As the Bible tells us, “My people are destroyed for lack of knowledge.” But what about the teachers? Don’t they know what’s going on? As one teacher at the Hancock County High School in Kentucky wrote in The Hancock Clarion of 12/30/93:

For a “dissident,” teaching in the public schools today is similar to living under a Stalinist “Reign of Terror.” Many teachers submit their horror stories and misgivings to anonymous publications or ask legislators not to quote them — for fear of repercussions.

All across America, more and more parents are opposed to what is going on in the public schools. But the education establishment has the liberal media on its side, and activist parents are labeled extremists, censors, religious bigots, fanatics, fascists, etc. This is done to neutralize the vast majority of parents who don’t want to get involved, who don’t like controversy, who go along to get along.

We are finding that Americans are really no different from the Germans or Russians or Cubans who permitted tyrants to take over their nations. They simply bury their heads in the sand during the transitional battles for power and batten down the hatches, preparing themselves to live through any evil imposed on them rather than fight it while there is still a chance of defeating it.

But one of the strategies the educators use to fend off the opposition is to propose educational “reform,” which requires billions of dollars to implement but never solves any of the problems that parents complain about. The teachers’ unions make sure that the legislators toe the line of phony “reform.” Indeed, in the name of “reform” the teachers’ unions have been able to get billions of dollars out of the pockets of the taxpayer, while delivering dross. The dross is celebrated as “improvements.”

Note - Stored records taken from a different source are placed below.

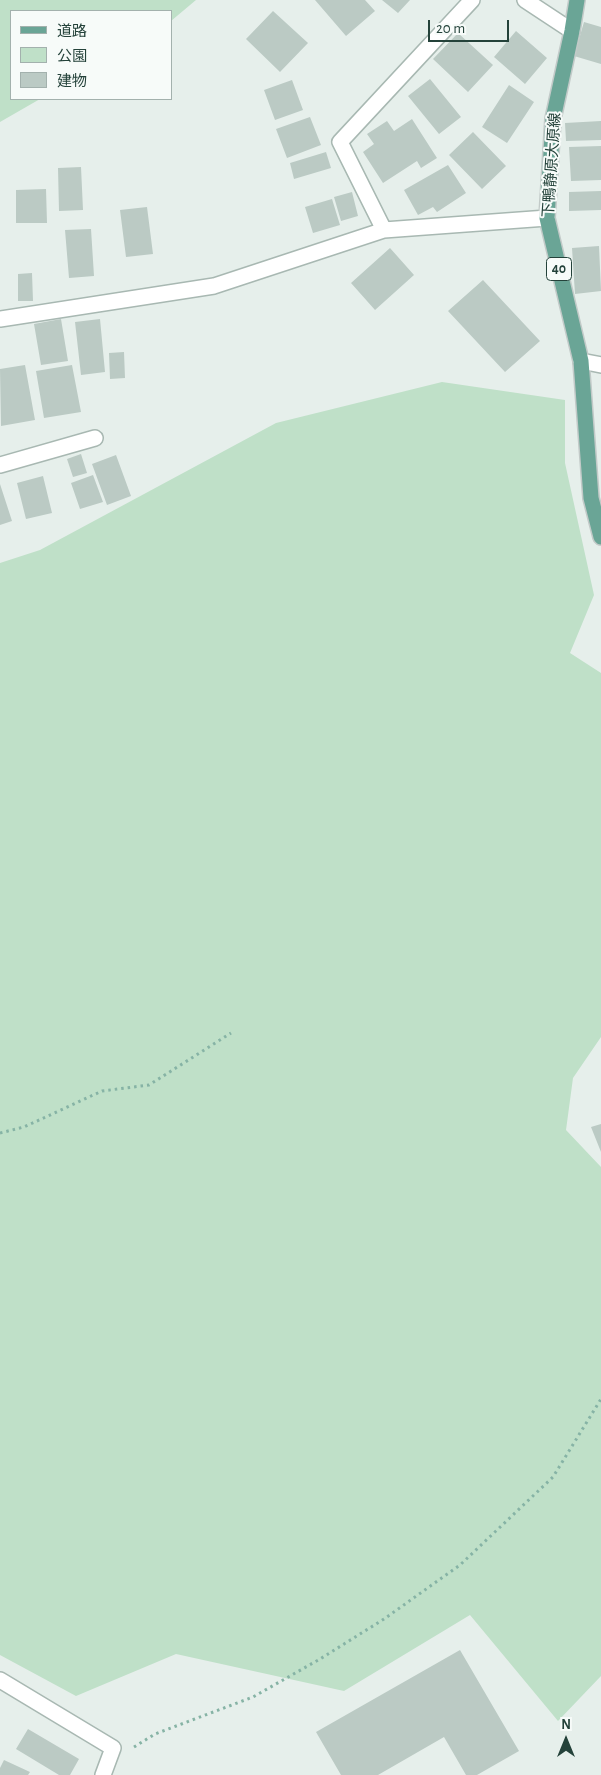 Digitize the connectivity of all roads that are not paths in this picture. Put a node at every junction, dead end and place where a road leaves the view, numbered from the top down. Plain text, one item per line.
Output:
1 (472, 0) edge
2 (525, 0) edge
3 (577, 0) edge
4 (572, 31) junction
5 (547, 218) junction
6 (384, 230) junction
7 (0, 319) edge
8 (581, 361) junction
9 (601, 365) edge
10 (95, 438) dead end
11 (0, 465) edge
12 (601, 537) edge
13 (0, 1680) edge
14 (103, 1775) edge

1 - 6 street
2 - 4 street
3 - 4 main road, 下鴨静原大原線 / 40
4 - 5 main road, 下鴨静原大原線 / 40
5 - 6 street
5 - 8 main road, 下鴨静原大原線 / 40
6 - 7 street
8 - 9 street
8 - 12 main road, 下鴨静原大原線 / 40
10 - 11 street
13 - 14 street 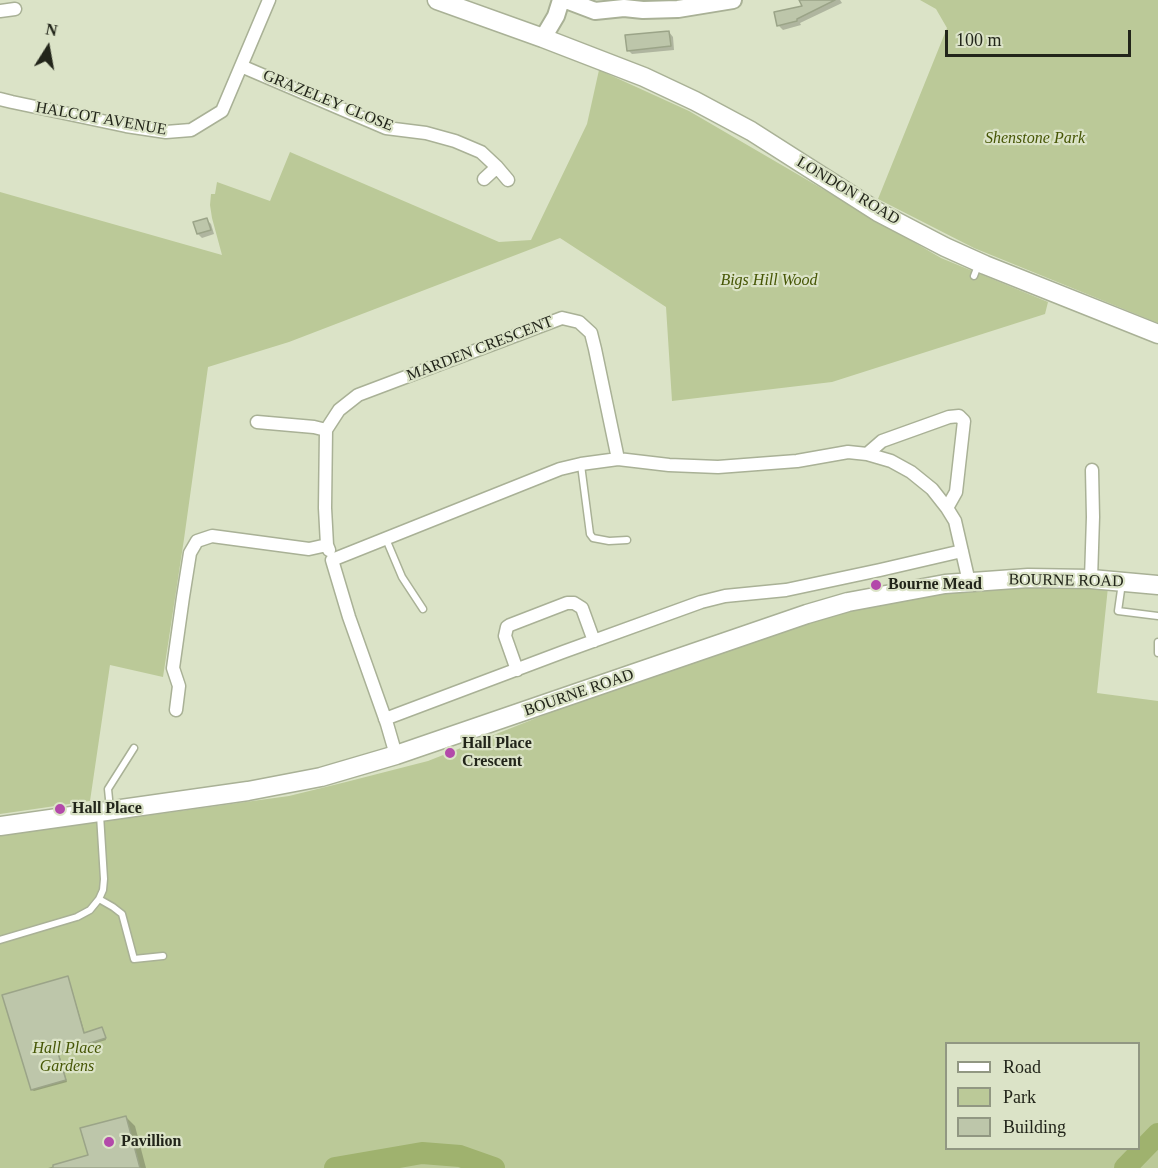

The good news is that the homeschool movement continues to grow. Homeschooling is no longer considered an unusual and anti-social practice. It is now accepted as a legitimate and highly effective way of educating children. But lurking in the wings are those socialist educators who would like to outlaw homeschooling. They argue that the state has the right, if not the duty, to control the education of “its” children. Indeed, the socialists believe that the state owns the children and that parents are mere caretakers.

But we are still in the early stages of the socialist takeover of America. While the nanny state has been in the making since President Johnson’s ultra-liberal administration in 1965, it has reached the point where socialists in power can use it to swing Americans into a fully socialist system. ObamaCare, which barely squeezed through Congress without a single Republican vote, is the lever being used to overturn capitalism and set us firmly into socialist governance.

Meanwhile, the Achilles’ heel of the Democrats is the dysfunctional public schools. That’s an arena of battle which conservatives must make the most of. For most parents — African Americans, Latinos, and Asians — still want their children to be taught to read, write, and do math, which the public schools are doing very poorly, if at all. These anxious parents should be reached by conservatives who wish to help all parents get a good education for their children in whatever form it may take. Will conservatives rise to the challenge? We’ll see.